In addition to the remark of Matthieu, you can prove the two
following results:

Theorem elem_prop (A:Set) (P:A->Prop) : (exists a:A, P a) -> inhabited A.
Proof.
  intros (a & _); exact (inhabits a).
Qed.

Theorem elem_set (A:Set) (P:A->Prop) : { a:A | P a } -> A.
Proof.
  intros (a & _); exact a.
Qed.

But in Coq, it is *not possible* to destruct a proof
(term of type A : Prop) while building a data (term of
type A : Type).

One of the consequences of this feature is that you do not
need realizers (proofs) for axioms (of type Prop) when you
extract programs. Coq programs cannot use the actual value
of proofs to compute their results. They can only use the
fact that a proof exists (though there is an exception
when there is *at most one* possible proof, eg you can
destruct A /\ B or False to build a term of type C : Type).

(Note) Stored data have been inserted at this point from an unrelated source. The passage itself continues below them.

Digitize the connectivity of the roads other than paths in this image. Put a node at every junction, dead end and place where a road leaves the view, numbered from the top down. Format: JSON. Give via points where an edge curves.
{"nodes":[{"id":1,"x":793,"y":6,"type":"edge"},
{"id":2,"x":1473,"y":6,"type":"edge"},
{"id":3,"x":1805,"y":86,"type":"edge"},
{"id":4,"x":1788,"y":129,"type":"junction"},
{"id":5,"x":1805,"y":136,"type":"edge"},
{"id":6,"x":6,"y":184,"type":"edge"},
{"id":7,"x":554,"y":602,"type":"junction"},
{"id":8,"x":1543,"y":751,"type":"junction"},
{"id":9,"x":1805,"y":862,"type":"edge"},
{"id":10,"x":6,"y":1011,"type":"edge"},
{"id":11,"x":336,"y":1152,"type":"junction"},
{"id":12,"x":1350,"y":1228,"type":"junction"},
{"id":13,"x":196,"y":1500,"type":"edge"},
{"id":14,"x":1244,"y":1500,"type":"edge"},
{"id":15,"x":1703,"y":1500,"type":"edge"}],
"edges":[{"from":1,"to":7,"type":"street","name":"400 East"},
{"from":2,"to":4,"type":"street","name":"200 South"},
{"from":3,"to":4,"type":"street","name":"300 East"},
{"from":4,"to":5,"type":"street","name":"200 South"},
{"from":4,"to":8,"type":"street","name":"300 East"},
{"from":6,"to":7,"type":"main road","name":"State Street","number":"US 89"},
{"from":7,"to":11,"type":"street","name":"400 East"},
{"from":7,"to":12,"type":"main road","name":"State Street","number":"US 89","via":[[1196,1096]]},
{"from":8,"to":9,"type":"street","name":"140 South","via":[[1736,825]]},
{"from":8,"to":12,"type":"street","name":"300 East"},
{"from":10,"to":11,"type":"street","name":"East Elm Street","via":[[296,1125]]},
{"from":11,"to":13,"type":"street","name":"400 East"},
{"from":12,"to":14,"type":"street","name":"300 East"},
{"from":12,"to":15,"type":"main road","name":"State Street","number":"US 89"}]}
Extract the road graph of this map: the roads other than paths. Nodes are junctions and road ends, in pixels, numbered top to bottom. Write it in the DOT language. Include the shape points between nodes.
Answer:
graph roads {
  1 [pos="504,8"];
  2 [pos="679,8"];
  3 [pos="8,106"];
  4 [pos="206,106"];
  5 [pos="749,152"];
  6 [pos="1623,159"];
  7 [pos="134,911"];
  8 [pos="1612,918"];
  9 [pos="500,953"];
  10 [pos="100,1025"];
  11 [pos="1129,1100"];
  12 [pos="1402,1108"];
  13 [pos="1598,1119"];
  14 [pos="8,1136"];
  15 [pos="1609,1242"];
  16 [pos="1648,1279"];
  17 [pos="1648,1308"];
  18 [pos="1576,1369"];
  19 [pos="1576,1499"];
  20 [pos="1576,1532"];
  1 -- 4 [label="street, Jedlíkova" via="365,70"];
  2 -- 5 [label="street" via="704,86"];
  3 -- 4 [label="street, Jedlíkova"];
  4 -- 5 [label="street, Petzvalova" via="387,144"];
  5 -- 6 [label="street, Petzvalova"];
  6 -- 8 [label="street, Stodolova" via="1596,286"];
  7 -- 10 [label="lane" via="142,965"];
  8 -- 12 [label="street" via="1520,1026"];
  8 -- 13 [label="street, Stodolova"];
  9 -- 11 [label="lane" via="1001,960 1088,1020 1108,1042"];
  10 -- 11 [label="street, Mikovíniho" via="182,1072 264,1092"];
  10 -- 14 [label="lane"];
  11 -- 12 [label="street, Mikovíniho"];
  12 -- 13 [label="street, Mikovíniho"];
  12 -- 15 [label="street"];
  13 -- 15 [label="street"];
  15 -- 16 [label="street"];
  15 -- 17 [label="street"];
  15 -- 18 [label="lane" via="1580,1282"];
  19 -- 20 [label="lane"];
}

Hence, if you replace the logical (non-informative) "exists a, P a"
with the informative { a | P a }, then you can easily prove
elem_set.

Also, one can analyse a proof while building another
proof (eg as in theorem elem_prop).

As a general remark, be aware that reasoning about proofs is
usually very difficult because they constitute very complicated
programs. Unless it is absolutely needed, you do not want
to go down this path.

Best,

Dominique

-----------------------------------

On 11/18/2015 05:23 PM, Matthieu Sozeau wrote:
> Hi Patricia, 
> 
>   I guess you wanted to send this to 
> coq-club AT inria.fr
> <mailto:coq-club AT inria.fr>
>  instead of 
> coqdev AT inria.fr
> <mailto:coqdev AT inria.fr>
>  which is the developer mailing list.
> The short answer is you cannot eliminate an existential in Prop to 
> something in Set. This is a difference with the subset type {x : A | P
> x} which is also available in Coq.
> 
> Best,
> -- Matthieu
> 
> On Wed, Nov 18, 2015 at 4:32 PM Patricia Peratto 
> <psperatto AT vera.com.uy
> <mailto:psperatto AT vera.com.uy>>
>  wrote:
> 
>     I'm making a proof that involves the existential quantifier.
> 
>     I'want to get from a proof of a formula with this
>     quantifier the element that exists and the proof
>     of the proposition, i.e. "a" in the theorem below.
> 
>     Theorem elem (A:Set)(P:A->Prop) :
>     (exists a:A, P a) -> A.
>     intro.
>     elim H.
> 
>     When I try to prove elem, in elim H, I get
>     the message:
> 
>     Error: Cannot find the elimination combinator ex_rec, the
>     elimination of the
>     inductive definition ex on sort Set is probably not allowed.
> 
>     How can I do to get "a" and the proof of "(P a)"?
> 
>     Regards
>     Patricia
>